--- Problem ---
In the copy, include no pictures. Reproduce the rest of the entries exactly.

*** Opening of Data to use ***

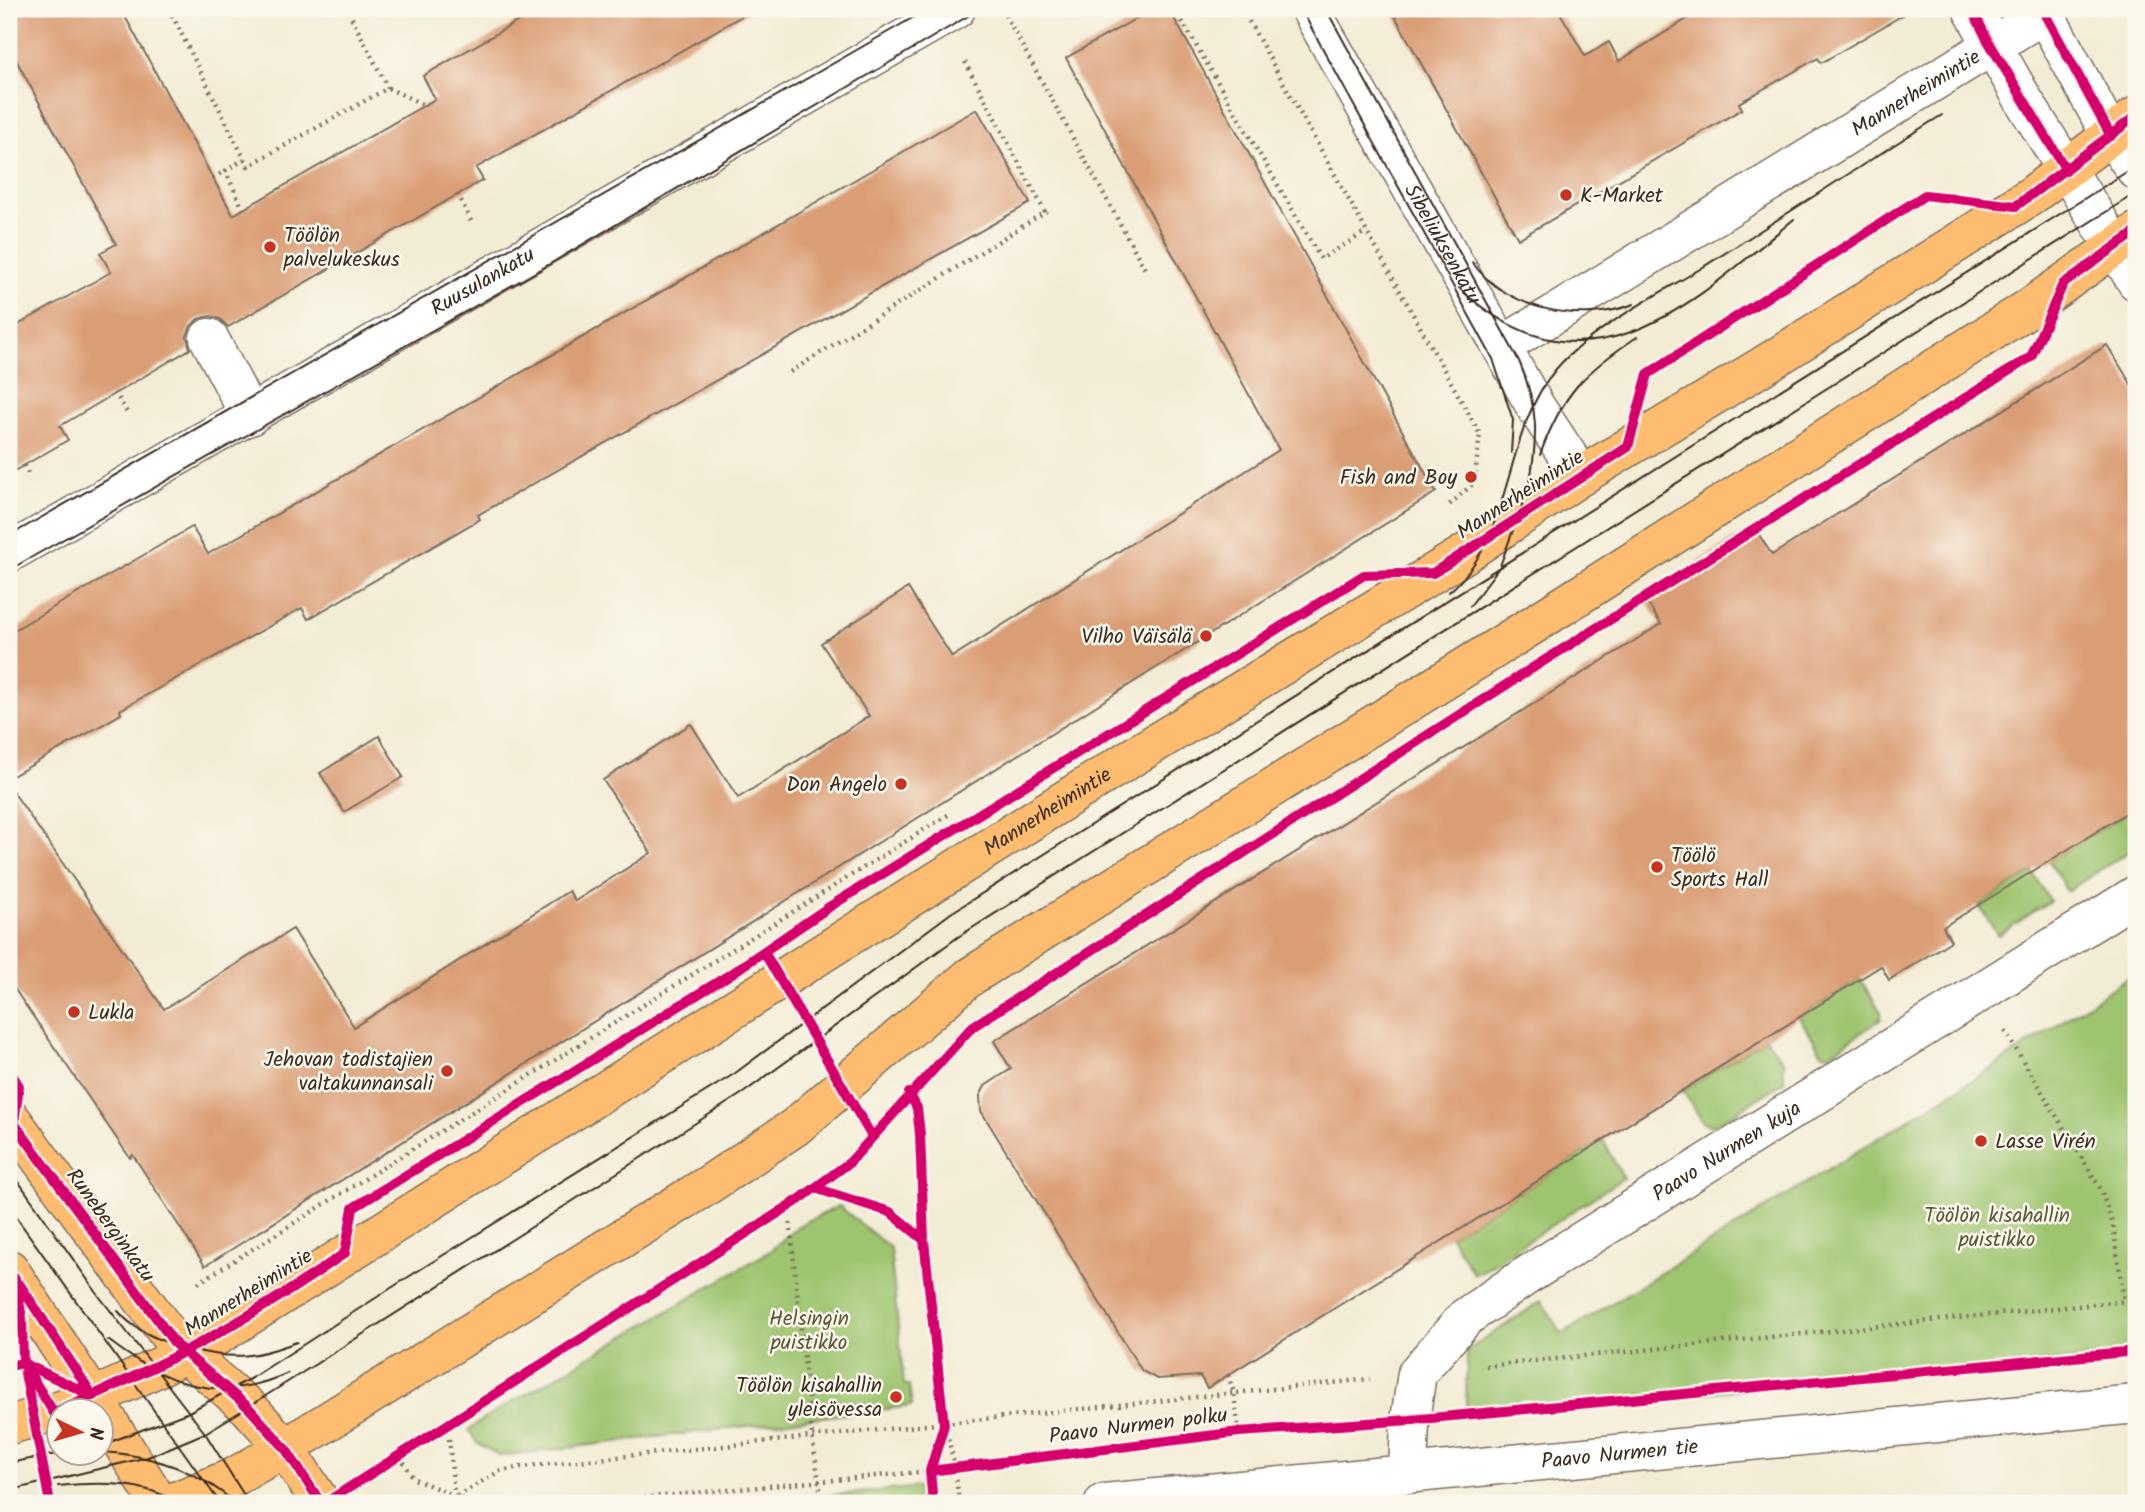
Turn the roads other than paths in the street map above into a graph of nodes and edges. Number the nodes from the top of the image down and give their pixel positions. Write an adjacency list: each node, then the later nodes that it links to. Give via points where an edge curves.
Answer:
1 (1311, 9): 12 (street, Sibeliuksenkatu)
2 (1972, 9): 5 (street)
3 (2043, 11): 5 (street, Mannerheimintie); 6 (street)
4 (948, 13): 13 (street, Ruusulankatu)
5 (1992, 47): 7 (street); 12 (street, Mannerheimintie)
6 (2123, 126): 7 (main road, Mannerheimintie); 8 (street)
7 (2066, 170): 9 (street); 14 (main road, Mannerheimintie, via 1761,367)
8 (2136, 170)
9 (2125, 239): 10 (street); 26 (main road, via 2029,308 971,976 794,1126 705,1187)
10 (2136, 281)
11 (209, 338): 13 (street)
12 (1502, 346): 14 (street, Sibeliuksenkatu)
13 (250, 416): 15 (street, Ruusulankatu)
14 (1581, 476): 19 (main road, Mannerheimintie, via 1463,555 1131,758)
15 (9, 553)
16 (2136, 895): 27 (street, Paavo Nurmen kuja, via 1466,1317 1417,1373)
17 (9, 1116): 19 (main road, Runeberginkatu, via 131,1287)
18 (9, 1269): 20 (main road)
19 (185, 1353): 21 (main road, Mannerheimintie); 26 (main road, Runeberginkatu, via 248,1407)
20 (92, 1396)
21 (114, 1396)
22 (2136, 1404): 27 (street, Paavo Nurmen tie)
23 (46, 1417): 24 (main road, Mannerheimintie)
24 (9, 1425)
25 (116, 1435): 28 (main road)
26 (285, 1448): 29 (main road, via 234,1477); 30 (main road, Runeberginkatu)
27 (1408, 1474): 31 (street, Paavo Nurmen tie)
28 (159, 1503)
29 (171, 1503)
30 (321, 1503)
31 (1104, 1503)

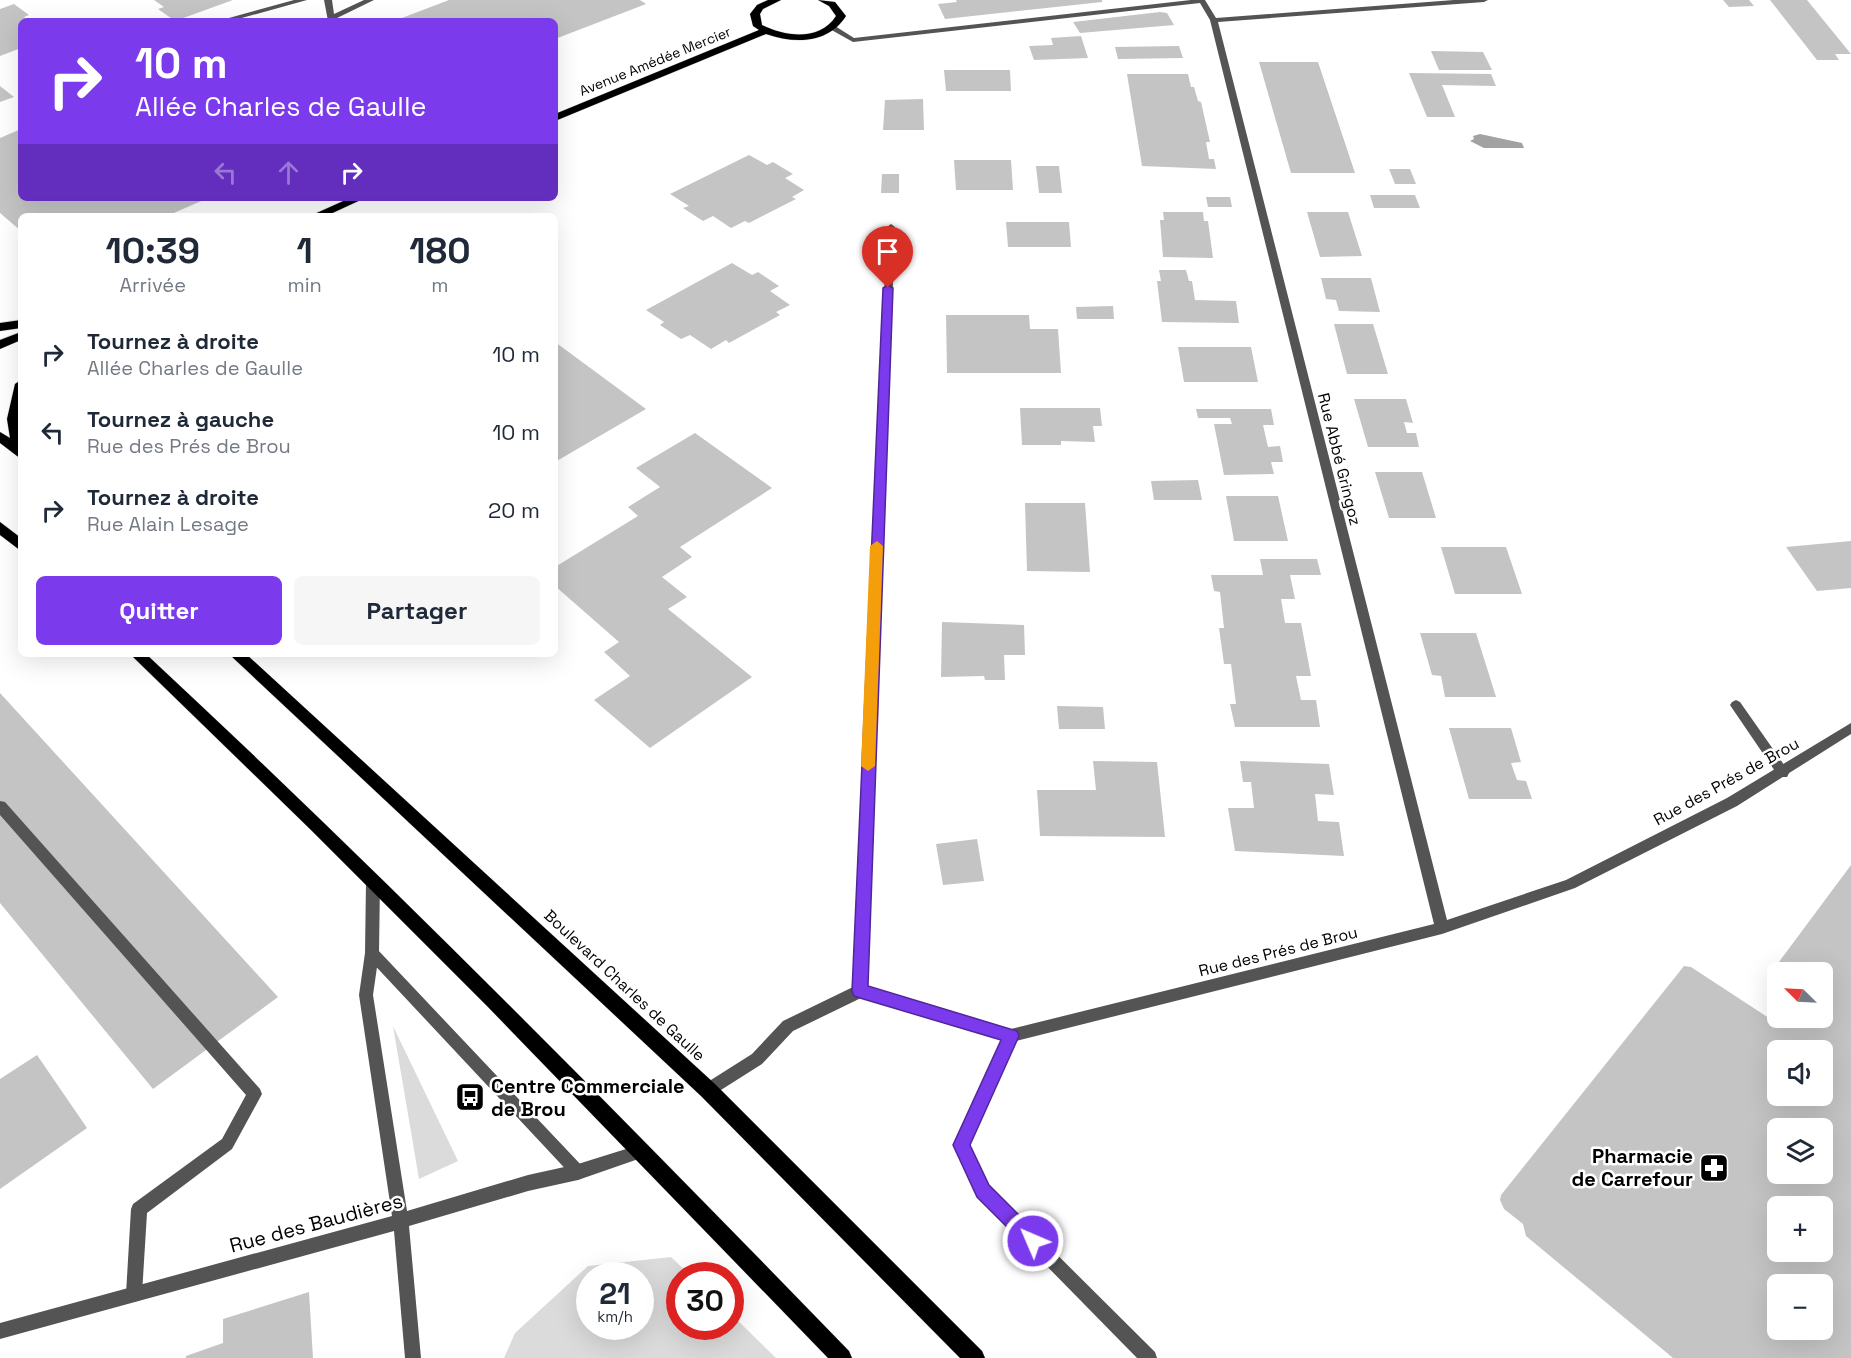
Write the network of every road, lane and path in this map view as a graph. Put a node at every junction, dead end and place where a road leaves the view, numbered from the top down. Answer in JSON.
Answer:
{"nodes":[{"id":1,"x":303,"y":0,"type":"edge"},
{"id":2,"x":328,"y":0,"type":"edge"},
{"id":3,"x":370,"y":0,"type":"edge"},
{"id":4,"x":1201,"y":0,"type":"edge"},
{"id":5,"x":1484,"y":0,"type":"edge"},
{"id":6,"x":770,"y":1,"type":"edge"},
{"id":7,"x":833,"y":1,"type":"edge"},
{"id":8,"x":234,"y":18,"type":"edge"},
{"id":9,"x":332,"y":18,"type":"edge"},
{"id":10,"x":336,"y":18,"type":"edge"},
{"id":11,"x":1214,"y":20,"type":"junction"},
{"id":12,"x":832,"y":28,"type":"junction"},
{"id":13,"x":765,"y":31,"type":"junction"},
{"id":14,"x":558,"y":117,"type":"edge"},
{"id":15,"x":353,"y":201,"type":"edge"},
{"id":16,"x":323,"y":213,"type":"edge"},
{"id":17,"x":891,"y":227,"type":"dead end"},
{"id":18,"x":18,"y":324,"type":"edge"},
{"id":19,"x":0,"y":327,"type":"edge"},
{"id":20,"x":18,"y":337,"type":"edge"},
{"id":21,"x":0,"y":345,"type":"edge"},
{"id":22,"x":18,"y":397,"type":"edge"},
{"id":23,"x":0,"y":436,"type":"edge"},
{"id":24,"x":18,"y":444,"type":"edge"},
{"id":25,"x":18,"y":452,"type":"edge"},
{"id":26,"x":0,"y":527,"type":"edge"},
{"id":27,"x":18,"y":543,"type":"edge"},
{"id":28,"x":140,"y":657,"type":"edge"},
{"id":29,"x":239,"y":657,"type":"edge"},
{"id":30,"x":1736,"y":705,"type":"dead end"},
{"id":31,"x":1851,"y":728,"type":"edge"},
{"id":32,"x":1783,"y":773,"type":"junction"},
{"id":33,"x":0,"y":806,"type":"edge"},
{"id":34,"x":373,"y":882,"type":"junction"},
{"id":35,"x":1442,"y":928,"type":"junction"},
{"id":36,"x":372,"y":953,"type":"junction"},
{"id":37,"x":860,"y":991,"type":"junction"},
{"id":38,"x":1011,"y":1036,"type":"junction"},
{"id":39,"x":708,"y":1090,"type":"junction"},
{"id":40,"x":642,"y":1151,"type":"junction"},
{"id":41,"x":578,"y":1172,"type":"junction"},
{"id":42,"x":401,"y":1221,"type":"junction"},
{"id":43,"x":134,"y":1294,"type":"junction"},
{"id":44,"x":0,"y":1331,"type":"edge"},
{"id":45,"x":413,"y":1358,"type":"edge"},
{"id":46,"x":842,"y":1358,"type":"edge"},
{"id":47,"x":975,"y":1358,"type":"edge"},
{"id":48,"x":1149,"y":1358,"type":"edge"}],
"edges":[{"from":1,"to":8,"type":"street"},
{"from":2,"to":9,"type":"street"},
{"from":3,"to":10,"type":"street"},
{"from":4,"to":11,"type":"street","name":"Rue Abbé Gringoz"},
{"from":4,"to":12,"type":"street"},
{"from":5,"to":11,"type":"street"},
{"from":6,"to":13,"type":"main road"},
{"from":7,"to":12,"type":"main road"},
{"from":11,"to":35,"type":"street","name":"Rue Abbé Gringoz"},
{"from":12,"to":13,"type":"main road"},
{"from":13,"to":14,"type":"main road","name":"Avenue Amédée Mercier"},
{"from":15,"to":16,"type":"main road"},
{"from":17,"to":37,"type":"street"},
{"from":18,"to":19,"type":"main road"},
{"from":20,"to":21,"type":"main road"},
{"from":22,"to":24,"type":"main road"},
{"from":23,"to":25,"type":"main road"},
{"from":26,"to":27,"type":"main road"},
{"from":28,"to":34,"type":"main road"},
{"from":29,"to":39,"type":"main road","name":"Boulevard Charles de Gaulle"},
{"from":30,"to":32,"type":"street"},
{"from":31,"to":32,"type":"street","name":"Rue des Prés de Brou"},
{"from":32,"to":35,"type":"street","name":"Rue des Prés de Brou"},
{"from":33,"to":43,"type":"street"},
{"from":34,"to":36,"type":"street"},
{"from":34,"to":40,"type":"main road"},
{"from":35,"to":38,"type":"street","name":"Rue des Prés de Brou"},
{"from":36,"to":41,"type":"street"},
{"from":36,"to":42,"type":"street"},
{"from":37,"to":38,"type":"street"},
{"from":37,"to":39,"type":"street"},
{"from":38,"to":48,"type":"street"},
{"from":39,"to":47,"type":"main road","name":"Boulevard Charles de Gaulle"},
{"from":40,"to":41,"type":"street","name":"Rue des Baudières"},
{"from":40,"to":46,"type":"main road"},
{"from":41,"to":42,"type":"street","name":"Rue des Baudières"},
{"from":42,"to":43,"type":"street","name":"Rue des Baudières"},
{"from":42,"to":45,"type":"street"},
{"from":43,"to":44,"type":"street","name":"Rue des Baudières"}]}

*** Close of Data to use ***

--- Written answer ---
Turn the roads other than paths in the street map above into a graph of nodes and edges. Number the nodes from the top of the image down and give their pixel positions. Write an adjacency list: each node, then the later nodes that it links to. Give via points where an edge curves.
Answer:
1 (1311, 9): 12 (street, Sibeliuksenkatu)
2 (1972, 9): 5 (street)
3 (2043, 11): 5 (street, Mannerheimintie); 6 (street)
4 (948, 13): 13 (street, Ruusulankatu)
5 (1992, 47): 7 (street); 12 (street, Mannerheimintie)
6 (2123, 126): 7 (main road, Mannerheimintie); 8 (street)
7 (2066, 170): 9 (street); 14 (main road, Mannerheimintie, via 1761,367)
8 (2136, 170)
9 (2125, 239): 10 (street); 26 (main road, via 2029,308 971,976 794,1126 705,1187)
10 (2136, 281)
11 (209, 338): 13 (street)
12 (1502, 346): 14 (street, Sibeliuksenkatu)
13 (250, 416): 15 (street, Ruusulankatu)
14 (1581, 476): 19 (main road, Mannerheimintie, via 1463,555 1131,758)
15 (9, 553)
16 (2136, 895): 27 (street, Paavo Nurmen kuja, via 1466,1317 1417,1373)
17 (9, 1116): 19 (main road, Runeberginkatu, via 131,1287)
18 (9, 1269): 20 (main road)
19 (185, 1353): 21 (main road, Mannerheimintie); 26 (main road, Runeberginkatu, via 248,1407)
20 (92, 1396)
21 (114, 1396)
22 (2136, 1404): 27 (street, Paavo Nurmen tie)
23 (46, 1417): 24 (main road, Mannerheimintie)
24 (9, 1425)
25 (116, 1435): 28 (main road)
26 (285, 1448): 29 (main road, via 234,1477); 30 (main road, Runeberginkatu)
27 (1408, 1474): 31 (street, Paavo Nurmen tie)
28 (159, 1503)
29 (171, 1503)
30 (321, 1503)
31 (1104, 1503)

Write the network of every road, lane and path in this map view as a graph. Put a node at every junction, dead end and place where a road leaves the view, numbered from the top down. Answer in JSON.
Answer:
{"nodes":[{"id":1,"x":303,"y":0,"type":"edge"},
{"id":2,"x":328,"y":0,"type":"edge"},
{"id":3,"x":370,"y":0,"type":"edge"},
{"id":4,"x":1201,"y":0,"type":"edge"},
{"id":5,"x":1484,"y":0,"type":"edge"},
{"id":6,"x":770,"y":1,"type":"edge"},
{"id":7,"x":833,"y":1,"type":"edge"},
{"id":8,"x":234,"y":18,"type":"edge"},
{"id":9,"x":332,"y":18,"type":"edge"},
{"id":10,"x":336,"y":18,"type":"edge"},
{"id":11,"x":1214,"y":20,"type":"junction"},
{"id":12,"x":832,"y":28,"type":"junction"},
{"id":13,"x":765,"y":31,"type":"junction"},
{"id":14,"x":558,"y":117,"type":"edge"},
{"id":15,"x":353,"y":201,"type":"edge"},
{"id":16,"x":323,"y":213,"type":"edge"},
{"id":17,"x":891,"y":227,"type":"dead end"},
{"id":18,"x":18,"y":324,"type":"edge"},
{"id":19,"x":0,"y":327,"type":"edge"},
{"id":20,"x":18,"y":337,"type":"edge"},
{"id":21,"x":0,"y":345,"type":"edge"},
{"id":22,"x":18,"y":397,"type":"edge"},
{"id":23,"x":0,"y":436,"type":"edge"},
{"id":24,"x":18,"y":444,"type":"edge"},
{"id":25,"x":18,"y":452,"type":"edge"},
{"id":26,"x":0,"y":527,"type":"edge"},
{"id":27,"x":18,"y":543,"type":"edge"},
{"id":28,"x":140,"y":657,"type":"edge"},
{"id":29,"x":239,"y":657,"type":"edge"},
{"id":30,"x":1736,"y":705,"type":"dead end"},
{"id":31,"x":1851,"y":728,"type":"edge"},
{"id":32,"x":1783,"y":773,"type":"junction"},
{"id":33,"x":0,"y":806,"type":"edge"},
{"id":34,"x":373,"y":882,"type":"junction"},
{"id":35,"x":1442,"y":928,"type":"junction"},
{"id":36,"x":372,"y":953,"type":"junction"},
{"id":37,"x":860,"y":991,"type":"junction"},
{"id":38,"x":1011,"y":1036,"type":"junction"},
{"id":39,"x":708,"y":1090,"type":"junction"},
{"id":40,"x":642,"y":1151,"type":"junction"},
{"id":41,"x":578,"y":1172,"type":"junction"},
{"id":42,"x":401,"y":1221,"type":"junction"},
{"id":43,"x":134,"y":1294,"type":"junction"},
{"id":44,"x":0,"y":1331,"type":"edge"},
{"id":45,"x":413,"y":1358,"type":"edge"},
{"id":46,"x":842,"y":1358,"type":"edge"},
{"id":47,"x":975,"y":1358,"type":"edge"},
{"id":48,"x":1149,"y":1358,"type":"edge"}],
"edges":[{"from":1,"to":8,"type":"street"},
{"from":2,"to":9,"type":"street"},
{"from":3,"to":10,"type":"street"},
{"from":4,"to":11,"type":"street","name":"Rue Abbé Gringoz"},
{"from":4,"to":12,"type":"street"},
{"from":5,"to":11,"type":"street"},
{"from":6,"to":13,"type":"main road"},
{"from":7,"to":12,"type":"main road"},
{"from":11,"to":35,"type":"street","name":"Rue Abbé Gringoz"},
{"from":12,"to":13,"type":"main road"},
{"from":13,"to":14,"type":"main road","name":"Avenue Amédée Mercier"},
{"from":15,"to":16,"type":"main road"},
{"from":17,"to":37,"type":"street"},
{"from":18,"to":19,"type":"main road"},
{"from":20,"to":21,"type":"main road"},
{"from":22,"to":24,"type":"main road"},
{"from":23,"to":25,"type":"main road"},
{"from":26,"to":27,"type":"main road"},
{"from":28,"to":34,"type":"main road"},
{"from":29,"to":39,"type":"main road","name":"Boulevard Charles de Gaulle"},
{"from":30,"to":32,"type":"street"},
{"from":31,"to":32,"type":"street","name":"Rue des Prés de Brou"},
{"from":32,"to":35,"type":"street","name":"Rue des Prés de Brou"},
{"from":33,"to":43,"type":"street"},
{"from":34,"to":36,"type":"street"},
{"from":34,"to":40,"type":"main road"},
{"from":35,"to":38,"type":"street","name":"Rue des Prés de Brou"},
{"from":36,"to":41,"type":"street"},
{"from":36,"to":42,"type":"street"},
{"from":37,"to":38,"type":"street"},
{"from":37,"to":39,"type":"street"},
{"from":38,"to":48,"type":"street"},
{"from":39,"to":47,"type":"main road","name":"Boulevard Charles de Gaulle"},
{"from":40,"to":41,"type":"street","name":"Rue des Baudières"},
{"from":40,"to":46,"type":"main road"},
{"from":41,"to":42,"type":"street","name":"Rue des Baudières"},
{"from":42,"to":43,"type":"street","name":"Rue des Baudières"},
{"from":42,"to":45,"type":"street"},
{"from":43,"to":44,"type":"street","name":"Rue des Baudières"}]}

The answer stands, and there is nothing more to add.